What to do:
Report all lines of the records that contain "paths".

Exercise input:
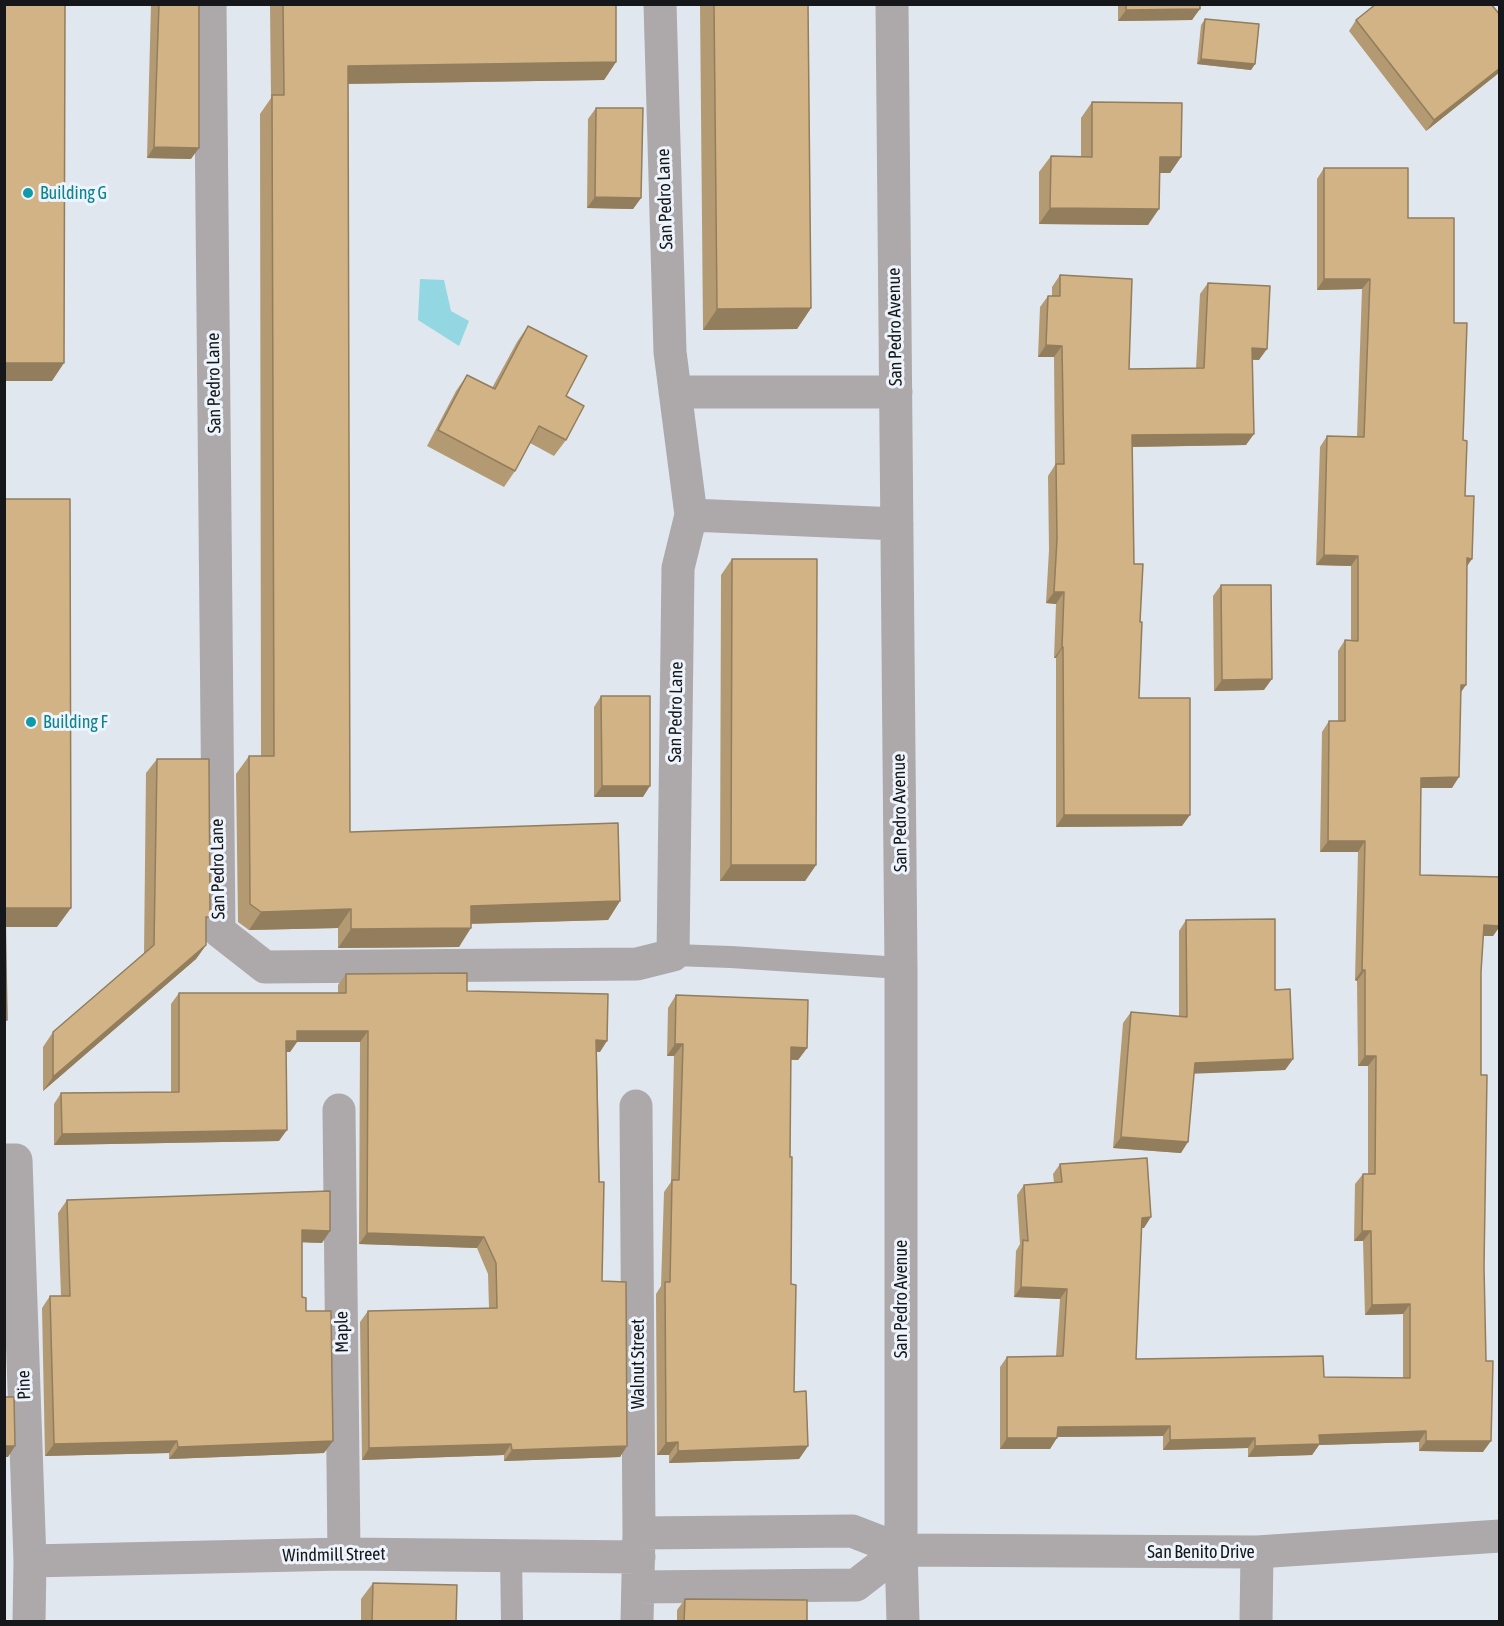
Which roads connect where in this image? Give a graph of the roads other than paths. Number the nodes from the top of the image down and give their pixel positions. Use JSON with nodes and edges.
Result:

* * *

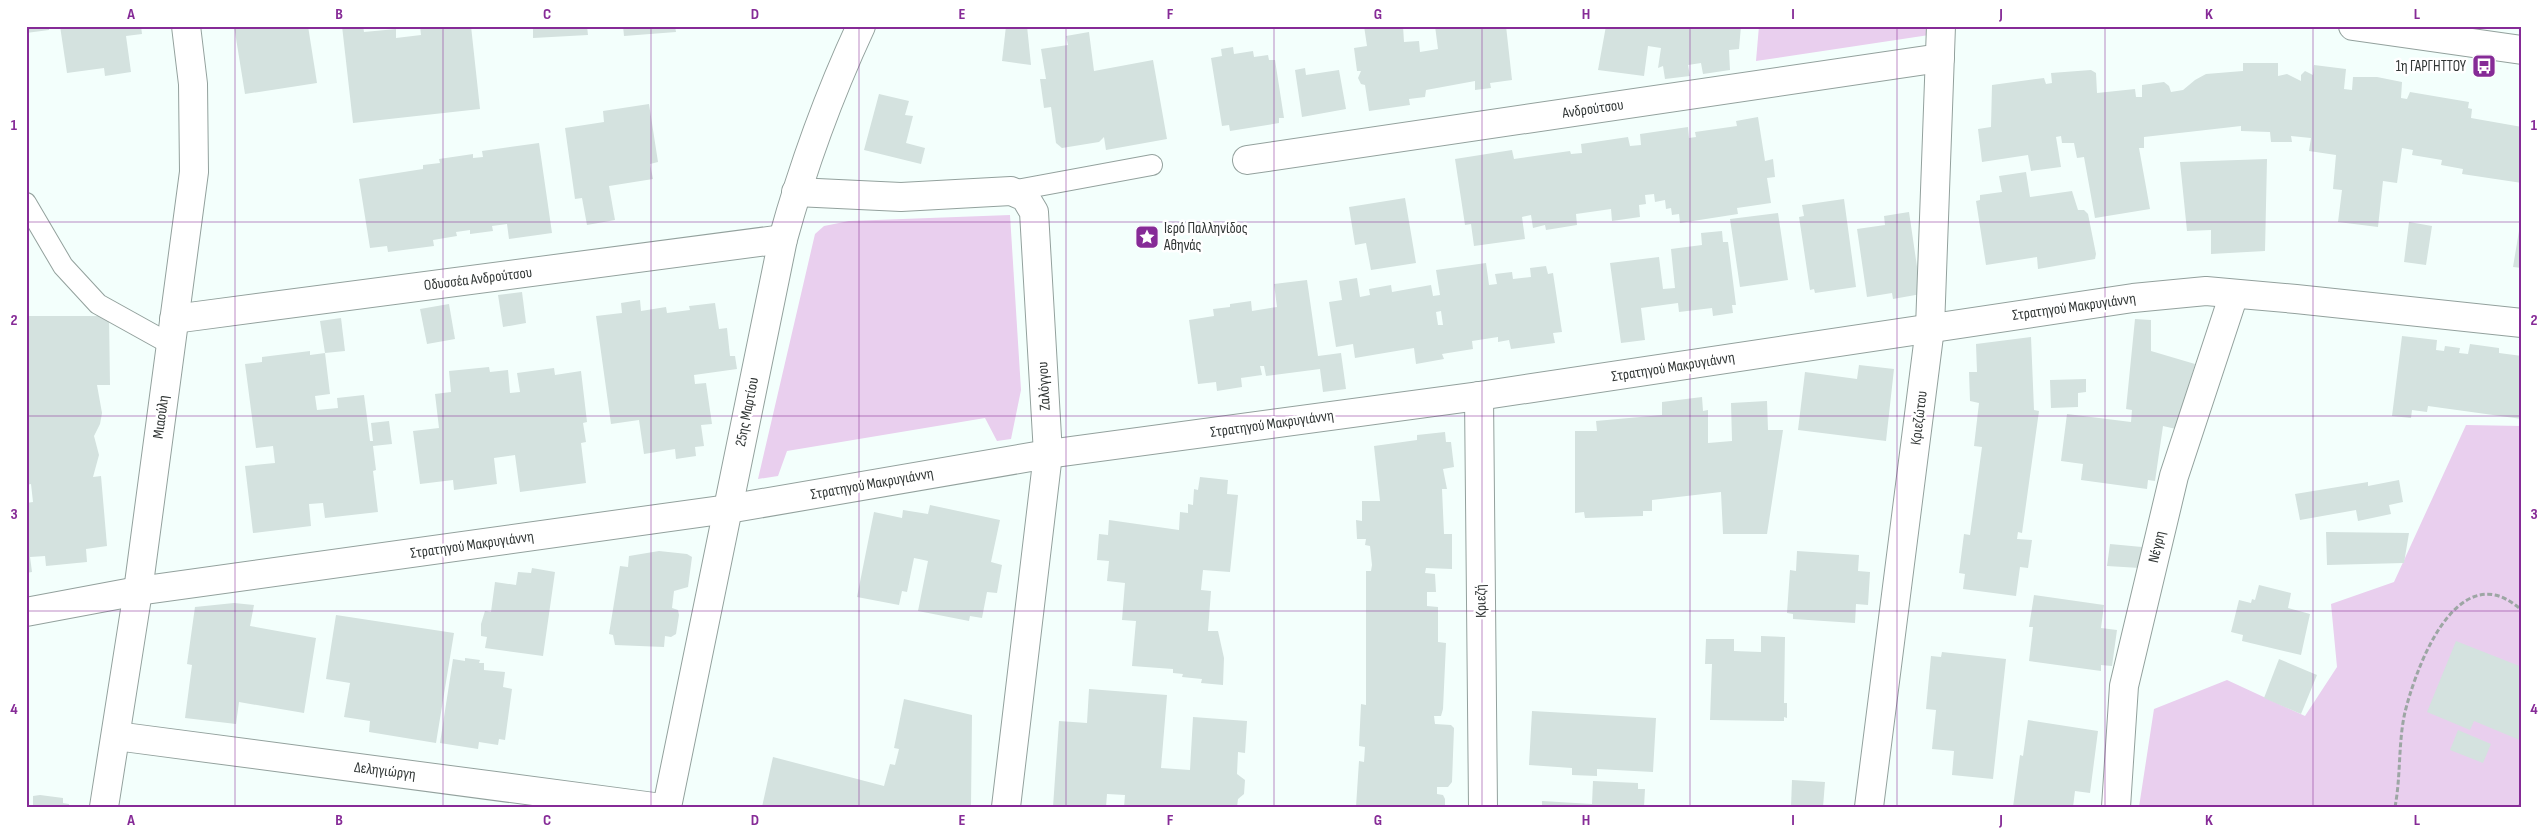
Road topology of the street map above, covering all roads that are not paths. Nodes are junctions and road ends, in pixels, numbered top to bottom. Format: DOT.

Output of the task:
Which roads connect where in this image? Give a graph of the roads other than paths. Number the nodes from the top of the image down and give their pixel positions. Use JSON with nodes and edges.
Road topology of the street map above, covering all roads that are not paths. Nodes are junctions and road ends, in pixels, numbered top to bottom. Format: DOT.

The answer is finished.